Когда немногословный гость ушел, Маша помяла в руках вместительный, но пустой мешок Деда Мороза. «А не тот ли это Дед, что утром отирался на лестнице?» – впервые закралась ей в голову мысль. Однако на раздумья времени не было. Час. У нее всего час. Или целый час. Это как посмотреть. За час она успеет добежать до канадской границы, а точнее принять душ, вымыть голову, подкрасить глазки и даже начать что-нибудь готовить. Вытащив из холодильника запланированные рыбные медальоны, Маша, подумав, добавила к ним курицу, сунула ее под горячую воду и рванула в ванну.

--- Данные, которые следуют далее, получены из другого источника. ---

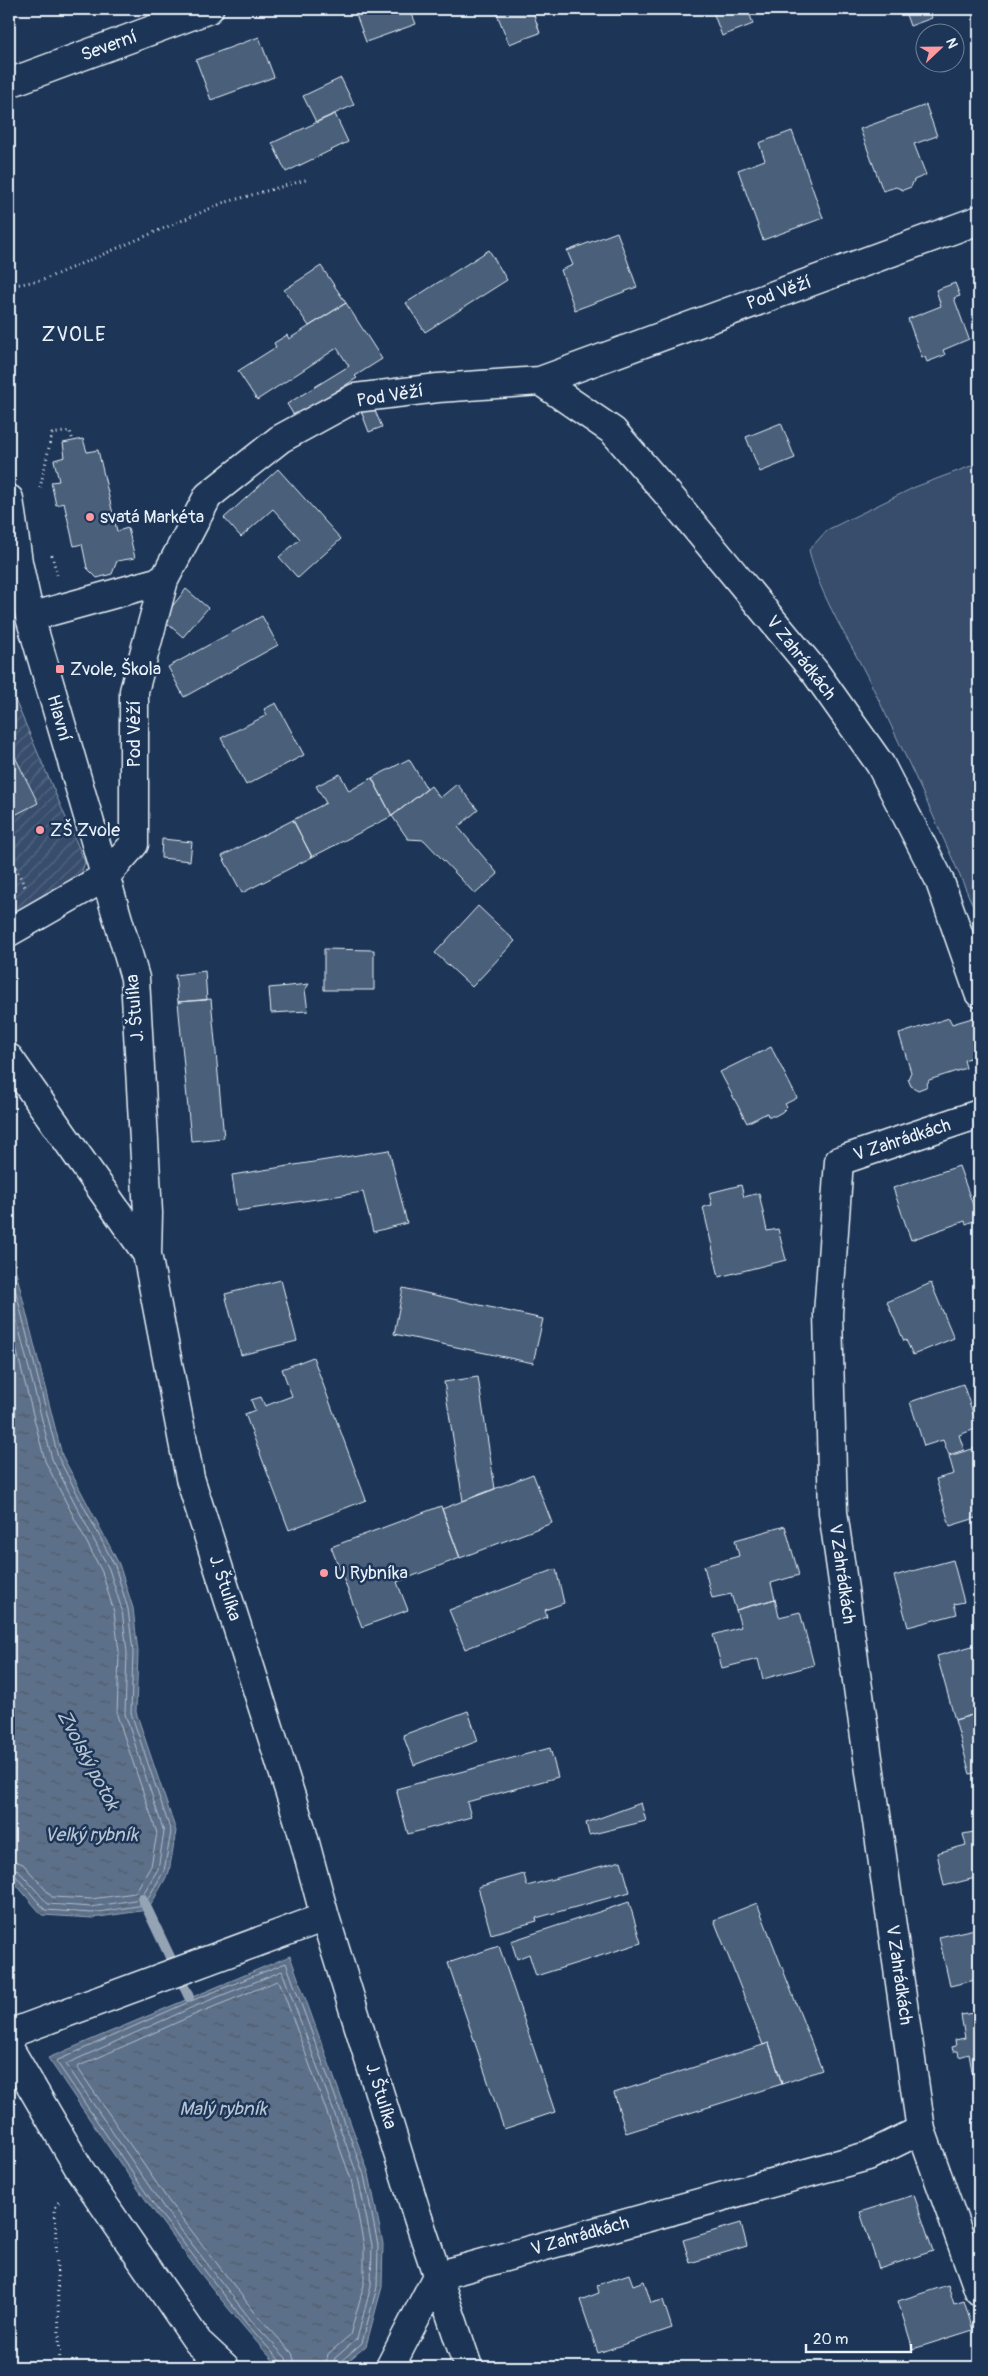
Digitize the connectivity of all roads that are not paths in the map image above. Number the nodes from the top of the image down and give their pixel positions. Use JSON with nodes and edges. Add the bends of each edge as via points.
{"nodes":[{"id":1,"x":209,"y":9,"type":"edge"},
{"id":2,"x":9,"y":83,"type":"edge"},
{"id":3,"x":979,"y":220,"type":"edge"},
{"id":4,"x":540,"y":381,"type":"junction"},
{"id":5,"x":9,"y":499,"type":"edge"},
{"id":6,"x":164,"y":580,"type":"junction"},
{"id":7,"x":30,"y":617,"type":"junction"},
{"id":8,"x":105,"y":877,"type":"junction"},
{"id":9,"x":9,"y":932,"type":"edge"},
{"id":10,"x":979,"y":993,"type":"edge"},
{"id":11,"x":9,"y":1058,"type":"edge"},
{"id":12,"x":979,"y":1114,"type":"edge"},
{"id":13,"x":147,"y":1254,"type":"junction"},
{"id":14,"x":325,"y":1917,"type":"junction"},
{"id":15,"x":9,"y":2034,"type":"edge"},
{"id":16,"x":9,"y":2048,"type":"edge"},
{"id":17,"x":921,"y":2130,"type":"junction"},
{"id":18,"x":437,"y":2276,"type":"junction"},
{"id":19,"x":979,"y":2291,"type":"edge"},
{"id":20,"x":225,"y":2367,"type":"edge"},
{"id":21,"x":390,"y":2367,"type":"edge"},
{"id":22,"x":468,"y":2367,"type":"edge"}],
"edges":[{"from":1,"to":2,"type":"street","name":"Severní"},
{"from":3,"to":4,"type":"street","name":"Pod Věží"},
{"from":4,"to":6,"type":"street","name":"Pod Věží","via":[[356,398],[280,439],[208,496]]},
{"from":4,"to":10,"type":"street","name":"V Zahrádkách","via":[[613,432],[815,672],[880,764],[939,879]]},
{"from":5,"to":7,"type":"street","name":"Hlavní"},
{"from":6,"to":7,"type":"street"},
{"from":6,"to":8,"type":"street","name":"Pod Věží","via":[[134,692],[134,844]]},
{"from":7,"to":8,"type":"street","name":"Hlavní"},
{"from":8,"to":9,"type":"street"},
{"from":8,"to":13,"type":"street","name":"J. Štulíka","via":[[135,978],[148,1213]]},
{"from":11,"to":13,"type":"street","name":"J. Štulíka"},
{"from":12,"to":17,"type":"street","name":"V Zahrádkách","via":[[839,1161],[828,1314],[833,1512]]},
{"from":13,"to":14,"type":"street","name":"J. Štulíka","via":[[190,1478],[301,1828]]},
{"from":14,"to":15,"type":"street"},
{"from":14,"to":18,"type":"street","name":"J. Štulíka"},
{"from":16,"to":20,"type":"street","via":[[80,2170],[198,2342]]},
{"from":17,"to":18,"type":"street","name":"V Zahrádkách","via":[[868,2156]]},
{"from":17,"to":19,"type":"street","name":"V Zahrádkách"},
{"from":18,"to":21,"type":"street"},
{"from":18,"to":22,"type":"street","name":"J. Štulíka"}]}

На исходе часа похорошевшая Маша, одетая в одно из летних платьев с коротким рукавом (нарядное, вырез красиво подчеркивает грудь и не жарко колготиться на кухне) и клеенчатый фартук, носилась по кухне электрическим веником. И волновалась. Когда она последний раз волновалась, ожидая мужчину? Пожалуй, еще тогда, когда за ней ухаживал Паша. А потом. Потом была Лиза. Если у тебя на шее круглосуточно висит маленький ребенок, то на мужчин времени просто нет. От слова совсем. Первые месяцы после рождения Лизы Маша с трудом могла вспомнить, умывалась ли она сегодня.

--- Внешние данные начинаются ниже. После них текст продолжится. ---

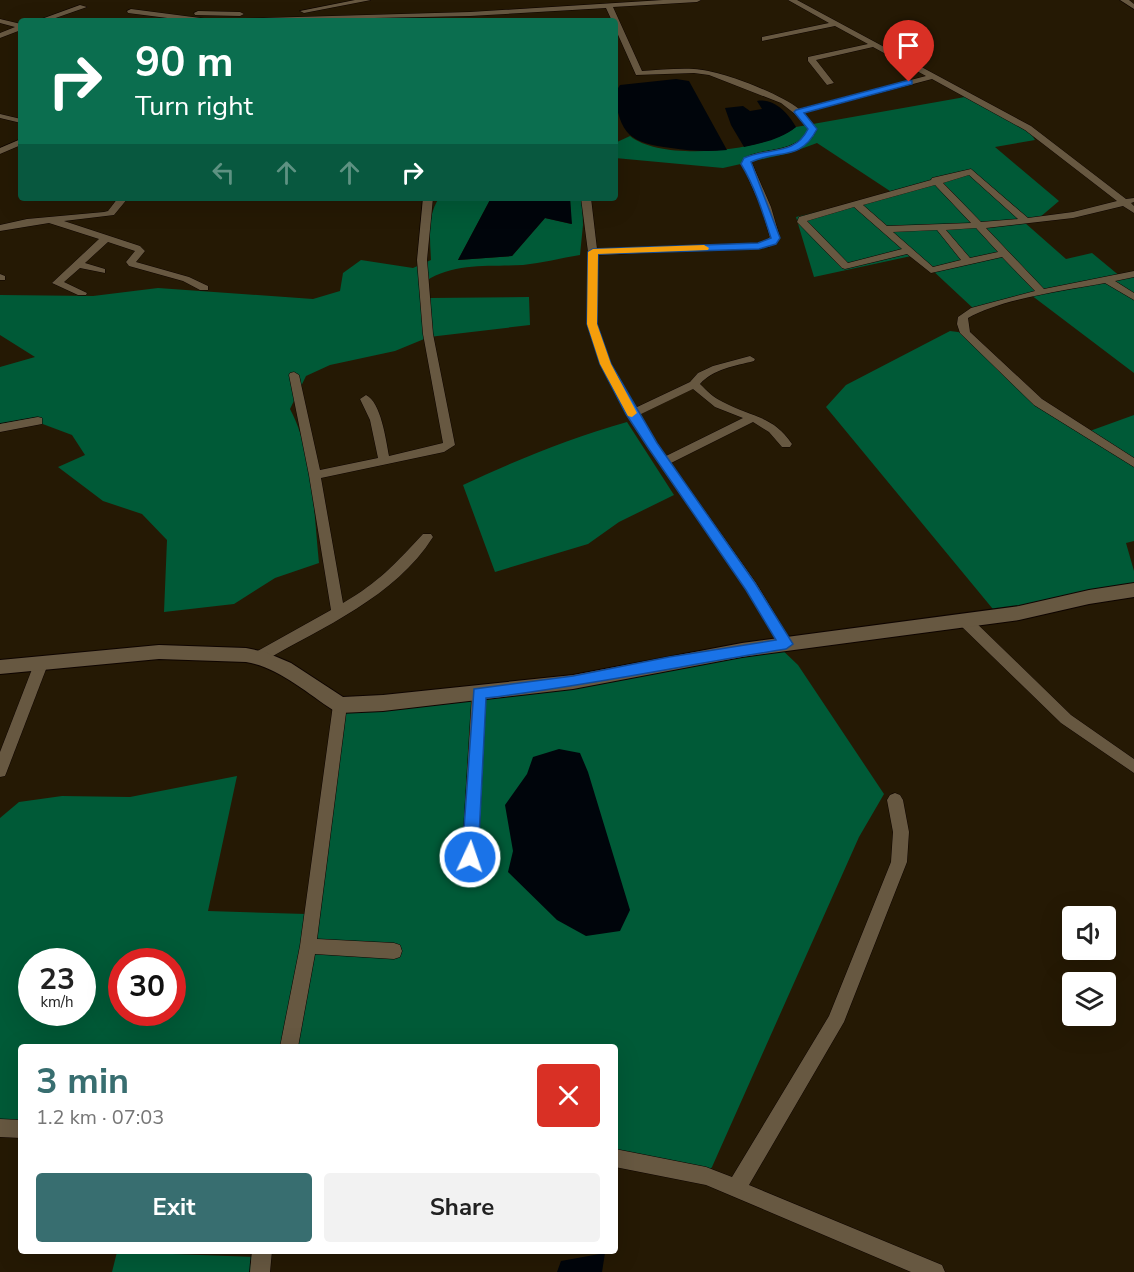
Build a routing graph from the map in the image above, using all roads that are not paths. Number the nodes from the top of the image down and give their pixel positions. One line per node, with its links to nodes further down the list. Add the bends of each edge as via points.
1 (367, 0): 10 (street, via 300,12)
2 (688, 0): 3 (street); 6 (street)
3 (697, 0)
4 (792, 0): 15 (street)
5 (1124, 0): 8 (street)
6 (609, 6): 12 (street); 13 (street)
7 (83, 7): 11 (street)
8 (1134, 7)
9 (131, 11): 10 (street)
10 (198, 15)
11 (49, 18)
12 (332, 18)
13 (614, 18)
14 (0, 21): 16 (street)
15 (835, 24): 20 (street); 21 (street)
16 (18, 26)
17 (618, 26): 24 (street, via 639,73 705,72 769,94)
18 (18, 28): 19 (street)
19 (0, 36)
20 (765, 39)
21 (873, 45): 22 (street); 23 (street, via 811,59)
22 (932, 77): 24 (street); 33 (street, via 1028,128)
23 (830, 83)
24 (798, 112): 44 (street, via 813,129 809,140 794,149 750,157 746,164 766,207 775,238 772,242 759,246)
25 (0, 116): 26 (street)
26 (18, 120)
27 (18, 143): 28 (street)
28 (0, 151)
29 (935, 180): 34 (street); 37 (street, via 971,172); 38 (street)
30 (121, 201): 36 (street, via 105,215)
31 (428, 201): 64 (street, via 422,260 428,334 450,442 444,448)
32 (586, 201): 44 (street)
33 (1130, 201): 35 (street); 37 (street)
34 (856, 204): 41 (street); 43 (street, via 802,222 845,266)
35 (1134, 210)
36 (50, 220): 39 (street); 42 (street)
37 (1025, 221): 38 (street)
38 (981, 225): 40 (street); 45 (street)
39 (0, 228)
40 (939, 228): 41 (street); 46 (street)
41 (884, 229): 43 (street)
42 (106, 238): 47 (street); 51 (street, via 140,251 132,264)
43 (909, 250): 46 (street, via 931,270)
44 (593, 252): 59 (street, via 592,324 606,364)
45 (1003, 255): 46 (street); 52 (street)
46 (968, 262)
47 (78, 264): 48 (street); 53 (street, via 57,283)
48 (102, 271)
49 (1134, 274): 50 (street)
50 (1106, 279): 52 (street); 54 (street)
51 (204, 288)
52 (1042, 292): 66 (street, via 975,310 963,317 965,333 1038,402)
53 (82, 293)
54 (1134, 297)
55 (750, 360): 57 (street, via 717,368)
56 (294, 375): 67 (street)
57 (694, 384): 59 (street); 60 (street, via 712,401)
58 (366, 399): 64 (street, via 376,420)
59 (632, 414): 65 (street)
60 (753, 418): 63 (street, via 779,432); 65 (street)
61 (38, 421): 62 (street)
62 (0, 428)
63 (786, 444)
64 (384, 460): 67 (street)
65 (664, 462): 72 (street, via 751,586)
66 (1134, 463)
67 (315, 475): 70 (street)
68 (428, 537): 70 (street, via 371,594)
69 (1134, 590): 71 (street)
70 (338, 611): 73 (street)
71 (964, 620): 72 (street); 78 (street, via 1066,719)
72 (786, 644): 76 (street, via 573,682)
73 (259, 657): 74 (street, via 159,652); 77 (street, via 284,668)
74 (41, 664): 75 (street); 79 (street)
75 (0, 667)
76 (479, 693): 77 (street); 81 (street)
77 (340, 705): 82 (street)
78 (1134, 767)
79 (0, 771)
80 (895, 800): 88 (street, via 901,832 898,862 835,1022)
81 (470, 857)
82 (308, 946): 83 (street); 84 (street)
83 (394, 951)
84 (290, 1044)
85 (0, 1128): 86 (street)
86 (18, 1129)
87 (618, 1159): 88 (street, via 706,1176)
88 (737, 1187): 91 (street)
89 (262, 1254): 90 (street)
90 (260, 1272)
91 (935, 1272)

Лишь выйдя на работу и разведясь с мужем, Маша огляделась по сторонам. Прынцы мельчали год от года: жуликоватые и вороватые пройдохи с бегающими масляными глазками; диванные тюлени; маменькины сынки; злобно брызжущие слюной неудачники, изливающие свою желчь по большей части в интернете, чтобы в нос не получить; любители халявы в любом виде. Этого добра она наелась по самую макушку. Сходив замуж однажды, Маша твердо была уверена, что ей этого счастья больше даром не надо. Но нет-нет, да и становилось одиноко. Хотелось уткнуться в чье-нибудь сильное плечо и хоть ненадолго забыться. И сейчас – как никогда.

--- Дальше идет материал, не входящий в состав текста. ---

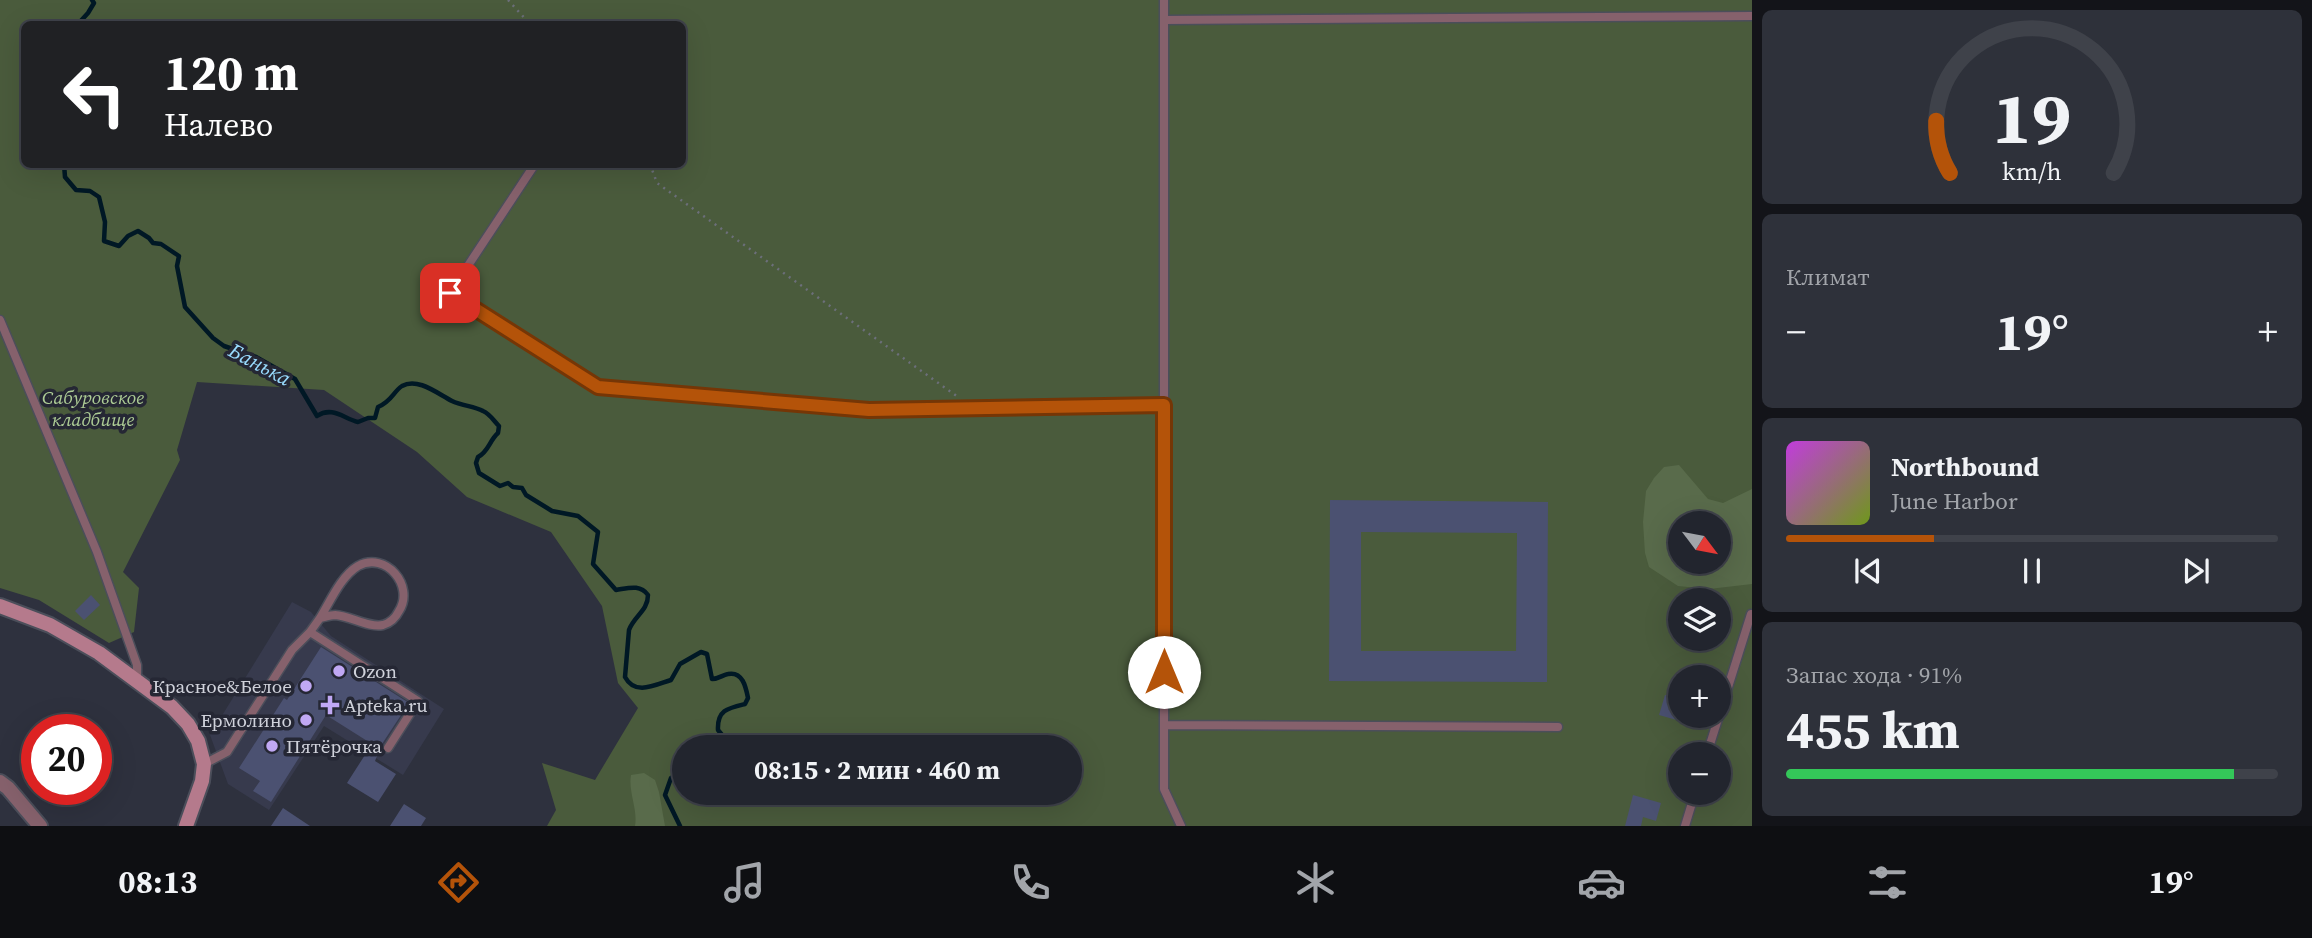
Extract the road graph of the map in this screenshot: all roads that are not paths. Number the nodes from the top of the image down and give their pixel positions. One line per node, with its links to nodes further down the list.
1 (1164, 0): 3 (lane)
2 (1752, 16): 3 (lane)
3 (1164, 20): 6 (lane)
4 (532, 168): 6 (lane)
5 (0, 320): 11 (lane)
6 (1164, 405): 12 (lane)
7 (0, 606): 11 (street)
8 (1751, 614): 14 (lane)
9 (320, 618): 9 (lane); 10 (lane)
10 (310, 632): 15 (lane); 16 (lane)
11 (137, 680): 16 (street)
12 (1164, 725): 13 (lane); 21 (lane)
13 (1558, 727)
14 (1711, 742)
15 (388, 748)
16 (204, 764): 19 (street)
17 (0, 782): 20 (street)
18 (1691, 805): 22 (lane)
19 (190, 825)
20 (40, 826)
21 (1181, 826)
22 (1685, 826)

«Вкусно пахнет,» – удовлетворенно повел носом Михаил, выгружая из привезенных им шуршащих пакетов покупки. – «Глупые магазины, решили позакрываться сегодня в восемь. Чёрте куда ехать пришлось. Уставив стол бутылками, коробками и пластиковыми контейнерами и засыпав его мандаринами, он снял свитер и подключился к изготовлению праздничного ужина. Толкаясь попами на тесной кухоньке и выпив пива для поднятия настроения, в четыре руки к половине одиннадцатого они были в полной боевой готовности встречать Новый год. Проснувшаяся Лиза носилась по квартире, точно кошка, унюхавшая валерьянку, путаясь под ногами и так и норовя что-нибудь разбить или свалить. Угомонить её не было никакой возможности. Успевавшие украдкой целоваться на кухне Маша и Миша, дорого бы дали за то, чтобы она прищемила свою неугомонную попу хотя бы на пять минут, а лучше – уснула. Но у Лизы были другие планы. Спать она легла только вместе с мамой около четырех утра, когда Миша уехал домой, взяв с них обещание завтра без него из дома не выходить.